● WHAT TO DO
Filter the listing so that only lines with the word "Czesława" remain.

=== TASK INPUTS ===

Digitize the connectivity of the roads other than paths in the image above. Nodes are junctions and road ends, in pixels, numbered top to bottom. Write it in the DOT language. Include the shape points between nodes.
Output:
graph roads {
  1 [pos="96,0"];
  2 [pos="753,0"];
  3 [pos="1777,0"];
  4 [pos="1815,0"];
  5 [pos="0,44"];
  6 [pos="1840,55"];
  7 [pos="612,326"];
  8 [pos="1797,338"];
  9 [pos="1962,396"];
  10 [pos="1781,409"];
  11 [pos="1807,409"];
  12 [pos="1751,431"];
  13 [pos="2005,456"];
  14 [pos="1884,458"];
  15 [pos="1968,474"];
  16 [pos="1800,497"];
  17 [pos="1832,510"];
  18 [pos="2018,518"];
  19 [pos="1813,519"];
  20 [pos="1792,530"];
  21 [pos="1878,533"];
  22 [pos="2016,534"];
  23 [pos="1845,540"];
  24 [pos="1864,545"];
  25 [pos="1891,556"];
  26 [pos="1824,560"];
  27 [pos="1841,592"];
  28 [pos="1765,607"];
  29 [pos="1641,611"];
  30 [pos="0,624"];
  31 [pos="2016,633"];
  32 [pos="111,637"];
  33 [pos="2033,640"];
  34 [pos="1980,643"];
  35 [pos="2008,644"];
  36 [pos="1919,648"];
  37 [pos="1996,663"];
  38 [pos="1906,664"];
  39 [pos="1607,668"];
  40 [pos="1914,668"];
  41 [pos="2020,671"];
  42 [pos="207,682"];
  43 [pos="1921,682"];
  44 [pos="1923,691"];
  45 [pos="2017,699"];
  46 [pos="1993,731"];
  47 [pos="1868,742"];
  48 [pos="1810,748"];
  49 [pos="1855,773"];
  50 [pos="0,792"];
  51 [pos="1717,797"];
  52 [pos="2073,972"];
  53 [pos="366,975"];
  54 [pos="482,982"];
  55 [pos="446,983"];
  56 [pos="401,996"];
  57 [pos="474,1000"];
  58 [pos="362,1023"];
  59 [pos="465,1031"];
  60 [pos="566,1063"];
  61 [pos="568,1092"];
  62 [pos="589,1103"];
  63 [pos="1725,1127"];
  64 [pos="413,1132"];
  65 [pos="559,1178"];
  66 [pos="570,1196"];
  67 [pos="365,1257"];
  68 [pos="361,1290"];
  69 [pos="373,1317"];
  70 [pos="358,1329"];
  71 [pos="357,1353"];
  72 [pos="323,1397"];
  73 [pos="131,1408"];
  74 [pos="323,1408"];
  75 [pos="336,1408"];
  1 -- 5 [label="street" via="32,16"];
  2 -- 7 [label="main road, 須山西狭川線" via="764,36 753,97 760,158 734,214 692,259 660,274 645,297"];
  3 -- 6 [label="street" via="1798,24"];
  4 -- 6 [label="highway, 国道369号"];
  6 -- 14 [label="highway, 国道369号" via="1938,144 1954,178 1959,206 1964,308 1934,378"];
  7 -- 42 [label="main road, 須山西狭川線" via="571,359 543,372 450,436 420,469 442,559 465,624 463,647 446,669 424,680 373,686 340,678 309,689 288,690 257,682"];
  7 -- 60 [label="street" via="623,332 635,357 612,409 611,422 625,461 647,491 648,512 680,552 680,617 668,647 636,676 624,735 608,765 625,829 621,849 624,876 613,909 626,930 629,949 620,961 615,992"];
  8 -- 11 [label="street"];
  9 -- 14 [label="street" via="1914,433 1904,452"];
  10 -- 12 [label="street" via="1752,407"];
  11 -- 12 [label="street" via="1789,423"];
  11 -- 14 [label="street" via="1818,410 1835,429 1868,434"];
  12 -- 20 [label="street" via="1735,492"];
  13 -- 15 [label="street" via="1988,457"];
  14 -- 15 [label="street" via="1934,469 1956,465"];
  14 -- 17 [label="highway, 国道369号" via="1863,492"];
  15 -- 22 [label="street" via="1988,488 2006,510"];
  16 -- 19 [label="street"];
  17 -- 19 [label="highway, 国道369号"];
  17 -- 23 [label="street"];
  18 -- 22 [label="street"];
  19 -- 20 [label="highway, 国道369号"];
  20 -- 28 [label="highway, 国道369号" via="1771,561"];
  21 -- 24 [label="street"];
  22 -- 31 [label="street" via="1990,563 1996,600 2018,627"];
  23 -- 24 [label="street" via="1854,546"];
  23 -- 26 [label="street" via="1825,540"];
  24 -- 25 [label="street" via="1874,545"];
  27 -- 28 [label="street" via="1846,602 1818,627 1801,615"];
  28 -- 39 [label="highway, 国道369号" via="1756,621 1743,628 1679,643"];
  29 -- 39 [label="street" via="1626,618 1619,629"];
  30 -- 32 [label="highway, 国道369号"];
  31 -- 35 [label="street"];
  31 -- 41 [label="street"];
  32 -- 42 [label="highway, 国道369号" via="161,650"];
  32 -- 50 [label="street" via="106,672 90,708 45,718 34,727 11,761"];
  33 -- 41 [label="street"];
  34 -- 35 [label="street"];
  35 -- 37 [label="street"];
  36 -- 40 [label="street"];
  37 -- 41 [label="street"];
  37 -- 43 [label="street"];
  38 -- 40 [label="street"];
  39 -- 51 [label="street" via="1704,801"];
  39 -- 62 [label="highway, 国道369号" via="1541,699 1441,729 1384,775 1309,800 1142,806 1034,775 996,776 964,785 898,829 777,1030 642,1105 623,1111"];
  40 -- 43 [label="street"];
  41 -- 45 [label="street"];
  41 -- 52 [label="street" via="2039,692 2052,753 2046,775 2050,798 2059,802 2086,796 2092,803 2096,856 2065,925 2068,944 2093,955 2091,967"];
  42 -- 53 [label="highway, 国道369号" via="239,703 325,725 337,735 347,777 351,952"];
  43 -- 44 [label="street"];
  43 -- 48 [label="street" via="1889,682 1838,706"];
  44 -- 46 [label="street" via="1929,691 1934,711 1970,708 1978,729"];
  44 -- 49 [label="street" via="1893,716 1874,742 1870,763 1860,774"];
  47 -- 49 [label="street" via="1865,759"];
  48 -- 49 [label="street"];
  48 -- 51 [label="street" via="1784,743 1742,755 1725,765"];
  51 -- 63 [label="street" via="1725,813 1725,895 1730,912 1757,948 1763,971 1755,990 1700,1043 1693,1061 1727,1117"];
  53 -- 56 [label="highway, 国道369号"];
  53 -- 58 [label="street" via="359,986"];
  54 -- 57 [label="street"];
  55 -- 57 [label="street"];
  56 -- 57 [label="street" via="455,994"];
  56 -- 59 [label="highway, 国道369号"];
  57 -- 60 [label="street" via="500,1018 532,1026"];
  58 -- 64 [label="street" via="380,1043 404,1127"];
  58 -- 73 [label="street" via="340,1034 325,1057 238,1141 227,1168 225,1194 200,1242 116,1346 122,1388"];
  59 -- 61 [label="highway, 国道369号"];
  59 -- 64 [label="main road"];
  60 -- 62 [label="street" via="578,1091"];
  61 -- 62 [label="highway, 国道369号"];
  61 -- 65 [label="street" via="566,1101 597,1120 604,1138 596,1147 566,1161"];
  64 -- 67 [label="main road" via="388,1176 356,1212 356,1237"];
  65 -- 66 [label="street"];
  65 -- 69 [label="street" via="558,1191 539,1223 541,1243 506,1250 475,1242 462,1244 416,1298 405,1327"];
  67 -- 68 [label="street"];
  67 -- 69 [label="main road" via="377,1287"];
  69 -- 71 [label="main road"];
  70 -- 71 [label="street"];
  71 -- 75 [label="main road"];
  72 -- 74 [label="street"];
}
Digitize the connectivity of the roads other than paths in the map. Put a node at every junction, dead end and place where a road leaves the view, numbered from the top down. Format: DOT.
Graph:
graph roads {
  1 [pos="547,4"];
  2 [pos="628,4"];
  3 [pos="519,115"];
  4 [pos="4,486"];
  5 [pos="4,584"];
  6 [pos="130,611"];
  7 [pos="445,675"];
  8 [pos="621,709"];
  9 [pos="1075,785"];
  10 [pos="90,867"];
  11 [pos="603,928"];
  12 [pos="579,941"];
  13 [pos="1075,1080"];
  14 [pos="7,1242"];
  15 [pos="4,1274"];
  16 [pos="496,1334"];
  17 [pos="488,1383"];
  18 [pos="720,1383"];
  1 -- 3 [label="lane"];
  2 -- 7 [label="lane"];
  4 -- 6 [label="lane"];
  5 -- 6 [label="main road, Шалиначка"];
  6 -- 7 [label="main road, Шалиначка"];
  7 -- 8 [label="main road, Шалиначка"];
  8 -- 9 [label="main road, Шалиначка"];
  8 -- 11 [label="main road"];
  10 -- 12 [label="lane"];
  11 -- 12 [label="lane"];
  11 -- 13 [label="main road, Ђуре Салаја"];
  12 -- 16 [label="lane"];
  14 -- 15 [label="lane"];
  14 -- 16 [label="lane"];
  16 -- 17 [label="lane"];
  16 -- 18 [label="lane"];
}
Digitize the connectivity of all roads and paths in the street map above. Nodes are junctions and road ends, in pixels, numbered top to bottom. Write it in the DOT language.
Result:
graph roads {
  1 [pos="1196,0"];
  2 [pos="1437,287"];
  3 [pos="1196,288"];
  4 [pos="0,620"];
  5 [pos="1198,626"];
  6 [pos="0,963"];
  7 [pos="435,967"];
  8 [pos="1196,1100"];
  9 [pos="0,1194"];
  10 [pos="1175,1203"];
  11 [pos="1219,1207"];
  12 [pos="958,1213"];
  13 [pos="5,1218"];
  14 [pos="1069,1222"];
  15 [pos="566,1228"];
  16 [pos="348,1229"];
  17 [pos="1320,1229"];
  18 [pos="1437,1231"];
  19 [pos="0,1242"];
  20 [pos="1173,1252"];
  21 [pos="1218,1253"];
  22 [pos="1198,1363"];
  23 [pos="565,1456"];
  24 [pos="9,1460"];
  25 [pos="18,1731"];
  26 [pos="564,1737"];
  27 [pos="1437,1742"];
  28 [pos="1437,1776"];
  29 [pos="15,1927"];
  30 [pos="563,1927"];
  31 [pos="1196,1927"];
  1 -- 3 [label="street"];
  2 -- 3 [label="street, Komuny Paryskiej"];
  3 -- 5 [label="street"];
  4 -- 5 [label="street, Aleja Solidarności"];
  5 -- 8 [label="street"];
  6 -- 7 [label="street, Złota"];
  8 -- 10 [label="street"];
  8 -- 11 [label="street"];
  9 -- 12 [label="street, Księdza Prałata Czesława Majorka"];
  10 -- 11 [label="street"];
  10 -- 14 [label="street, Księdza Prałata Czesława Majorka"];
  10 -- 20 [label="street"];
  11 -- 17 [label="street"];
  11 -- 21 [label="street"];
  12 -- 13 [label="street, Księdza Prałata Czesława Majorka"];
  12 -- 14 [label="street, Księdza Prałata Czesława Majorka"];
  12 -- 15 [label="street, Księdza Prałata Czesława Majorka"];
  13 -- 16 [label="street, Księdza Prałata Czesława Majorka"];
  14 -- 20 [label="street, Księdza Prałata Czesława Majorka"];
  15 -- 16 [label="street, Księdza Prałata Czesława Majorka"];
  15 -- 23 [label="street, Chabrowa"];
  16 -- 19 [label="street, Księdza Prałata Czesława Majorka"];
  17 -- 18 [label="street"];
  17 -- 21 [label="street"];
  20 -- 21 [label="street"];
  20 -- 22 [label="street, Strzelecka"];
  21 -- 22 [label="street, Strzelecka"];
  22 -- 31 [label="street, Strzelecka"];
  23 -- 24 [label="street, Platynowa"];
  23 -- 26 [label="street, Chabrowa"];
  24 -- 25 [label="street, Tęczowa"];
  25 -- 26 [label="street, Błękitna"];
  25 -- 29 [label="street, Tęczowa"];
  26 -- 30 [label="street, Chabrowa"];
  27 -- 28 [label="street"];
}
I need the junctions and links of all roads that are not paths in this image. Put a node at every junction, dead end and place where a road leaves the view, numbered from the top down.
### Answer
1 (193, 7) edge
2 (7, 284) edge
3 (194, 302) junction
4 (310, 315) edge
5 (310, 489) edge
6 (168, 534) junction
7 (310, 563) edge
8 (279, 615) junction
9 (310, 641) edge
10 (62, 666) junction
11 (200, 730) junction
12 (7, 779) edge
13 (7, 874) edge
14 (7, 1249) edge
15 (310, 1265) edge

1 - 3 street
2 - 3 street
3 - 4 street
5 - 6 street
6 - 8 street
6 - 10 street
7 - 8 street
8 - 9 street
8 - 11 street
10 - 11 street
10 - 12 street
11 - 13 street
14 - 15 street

===

● ANSWER TO THIS EXERCISE
  9 -- 12 [label="street, Księdza Prałata Czesława Majorka"];
  10 -- 14 [label="street, Księdza Prałata Czesława Majorka"];
  12 -- 13 [label="street, Księdza Prałata Czesława Majorka"];
  12 -- 14 [label="street, Księdza Prałata Czesława Majorka"];
  12 -- 15 [label="street, Księdza Prałata Czesława Majorka"];
  13 -- 16 [label="street, Księdza Prałata Czesława Majorka"];
  14 -- 20 [label="street, Księdza Prałata Czesława Majorka"];
  15 -- 16 [label="street, Księdza Prałata Czesława Majorka"];
  16 -- 19 [label="street, Księdza Prałata Czesława Majorka"];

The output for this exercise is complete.